A single shot, in its most common usage, refers to a shot framing one person or subject alone within the frame, as distinct from a two-shot (two subjects) or group shot (multiple subjects). In this compositional sense, the single shot is a basic framing category used in coverage of dialogue scenes to isolate one speaker or character for reaction and expression without another subject sharing the frame.

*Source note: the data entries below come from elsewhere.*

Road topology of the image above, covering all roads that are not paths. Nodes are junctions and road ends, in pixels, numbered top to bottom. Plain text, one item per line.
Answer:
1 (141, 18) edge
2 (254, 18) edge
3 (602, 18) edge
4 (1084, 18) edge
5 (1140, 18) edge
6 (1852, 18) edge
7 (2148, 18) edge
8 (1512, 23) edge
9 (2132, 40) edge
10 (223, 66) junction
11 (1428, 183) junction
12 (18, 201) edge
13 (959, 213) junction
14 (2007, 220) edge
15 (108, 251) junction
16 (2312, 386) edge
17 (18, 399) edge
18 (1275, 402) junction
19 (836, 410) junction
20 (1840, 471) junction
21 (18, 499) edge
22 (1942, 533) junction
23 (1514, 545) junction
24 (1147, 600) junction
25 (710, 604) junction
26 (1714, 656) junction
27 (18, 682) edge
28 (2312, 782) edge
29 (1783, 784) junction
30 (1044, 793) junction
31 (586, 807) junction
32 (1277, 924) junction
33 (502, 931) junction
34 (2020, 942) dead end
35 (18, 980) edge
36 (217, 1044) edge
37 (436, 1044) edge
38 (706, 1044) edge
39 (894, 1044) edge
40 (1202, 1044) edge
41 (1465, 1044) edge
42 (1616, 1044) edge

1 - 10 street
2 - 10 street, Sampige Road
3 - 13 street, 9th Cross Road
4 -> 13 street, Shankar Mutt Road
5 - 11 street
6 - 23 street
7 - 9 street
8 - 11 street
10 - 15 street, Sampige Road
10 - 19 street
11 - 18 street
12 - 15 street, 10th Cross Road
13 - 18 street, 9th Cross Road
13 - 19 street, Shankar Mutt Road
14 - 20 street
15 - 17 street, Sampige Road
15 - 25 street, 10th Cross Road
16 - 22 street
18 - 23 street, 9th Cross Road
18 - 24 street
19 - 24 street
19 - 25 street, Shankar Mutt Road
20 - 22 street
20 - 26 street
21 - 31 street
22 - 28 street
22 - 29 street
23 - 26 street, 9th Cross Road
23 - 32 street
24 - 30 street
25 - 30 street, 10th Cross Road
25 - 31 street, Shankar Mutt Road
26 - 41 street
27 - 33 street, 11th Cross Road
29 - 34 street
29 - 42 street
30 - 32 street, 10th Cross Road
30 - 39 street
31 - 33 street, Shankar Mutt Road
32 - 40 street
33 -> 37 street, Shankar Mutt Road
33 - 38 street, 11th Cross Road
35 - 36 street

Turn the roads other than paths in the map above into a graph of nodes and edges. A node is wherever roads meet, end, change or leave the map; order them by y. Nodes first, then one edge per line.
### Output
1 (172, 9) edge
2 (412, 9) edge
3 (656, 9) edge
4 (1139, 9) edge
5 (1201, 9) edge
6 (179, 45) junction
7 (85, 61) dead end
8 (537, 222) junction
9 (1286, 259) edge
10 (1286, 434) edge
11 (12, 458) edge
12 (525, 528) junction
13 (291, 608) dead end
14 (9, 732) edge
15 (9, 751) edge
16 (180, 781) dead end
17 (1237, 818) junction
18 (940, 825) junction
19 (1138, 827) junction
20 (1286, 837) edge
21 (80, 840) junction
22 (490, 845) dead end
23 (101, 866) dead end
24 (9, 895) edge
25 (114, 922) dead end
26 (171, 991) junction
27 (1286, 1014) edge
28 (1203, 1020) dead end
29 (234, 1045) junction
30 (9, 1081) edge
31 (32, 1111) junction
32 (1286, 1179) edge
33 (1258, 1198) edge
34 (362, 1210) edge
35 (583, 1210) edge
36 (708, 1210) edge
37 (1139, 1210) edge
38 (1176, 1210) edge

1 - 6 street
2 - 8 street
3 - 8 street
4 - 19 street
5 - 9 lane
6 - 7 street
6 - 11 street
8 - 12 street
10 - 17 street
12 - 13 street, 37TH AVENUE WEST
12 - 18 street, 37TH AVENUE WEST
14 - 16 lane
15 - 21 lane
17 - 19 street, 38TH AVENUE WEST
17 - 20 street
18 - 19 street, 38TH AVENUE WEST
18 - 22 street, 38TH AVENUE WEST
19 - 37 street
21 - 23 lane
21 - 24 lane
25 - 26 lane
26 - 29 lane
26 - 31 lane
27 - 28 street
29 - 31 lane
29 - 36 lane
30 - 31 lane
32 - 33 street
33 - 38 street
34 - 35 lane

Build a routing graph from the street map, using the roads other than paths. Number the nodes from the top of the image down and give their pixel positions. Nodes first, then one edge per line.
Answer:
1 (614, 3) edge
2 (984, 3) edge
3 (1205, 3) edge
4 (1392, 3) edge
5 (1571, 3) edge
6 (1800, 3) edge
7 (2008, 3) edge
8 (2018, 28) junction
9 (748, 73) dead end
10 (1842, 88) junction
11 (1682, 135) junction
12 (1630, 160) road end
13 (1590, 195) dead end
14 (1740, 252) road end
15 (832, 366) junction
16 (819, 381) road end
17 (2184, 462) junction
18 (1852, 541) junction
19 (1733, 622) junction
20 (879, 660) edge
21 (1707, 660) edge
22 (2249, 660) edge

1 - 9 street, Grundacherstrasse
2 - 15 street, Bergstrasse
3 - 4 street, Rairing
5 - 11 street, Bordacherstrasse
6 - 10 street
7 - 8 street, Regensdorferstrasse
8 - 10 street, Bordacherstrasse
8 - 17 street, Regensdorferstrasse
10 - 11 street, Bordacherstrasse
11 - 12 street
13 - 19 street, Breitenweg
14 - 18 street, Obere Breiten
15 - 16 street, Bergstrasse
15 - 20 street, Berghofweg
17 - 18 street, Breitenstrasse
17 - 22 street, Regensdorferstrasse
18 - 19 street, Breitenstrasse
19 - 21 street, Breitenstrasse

In coverage-based filming of conversations, single shots are alternated with other singles or with two-shots to construct an edited scene that can show each character's perspective and expression individually. The single provides editorial flexibility: a director who covers a conversation in singles has the option to cut between each character's individual performance, while a two-shot requires both performances to be strong in the same take. Singles are also used for interview setups, monologue coverage, and any context where the focus of the frame is intentionally restricted to one individual. The term "single" also overlaps with "one-shot" in some usage contexts, particularly in photography where a single shot refers simply to one exposure of the shutter, and in animation and visual effects where it can mean a single rendered frame or image output. Context typically disambiguates which meaning is intended: in a discussion of shooting coverage, single shot is a framing type; in photography, it refers to a single capture.
When planning AI video generation for dialogue or narrative content, generating single shots of each character alongside two-shots and wider coverage provides the editorial building blocks needed to assemble a scene with the framing flexibility that single-coverage shooting provides in traditional production.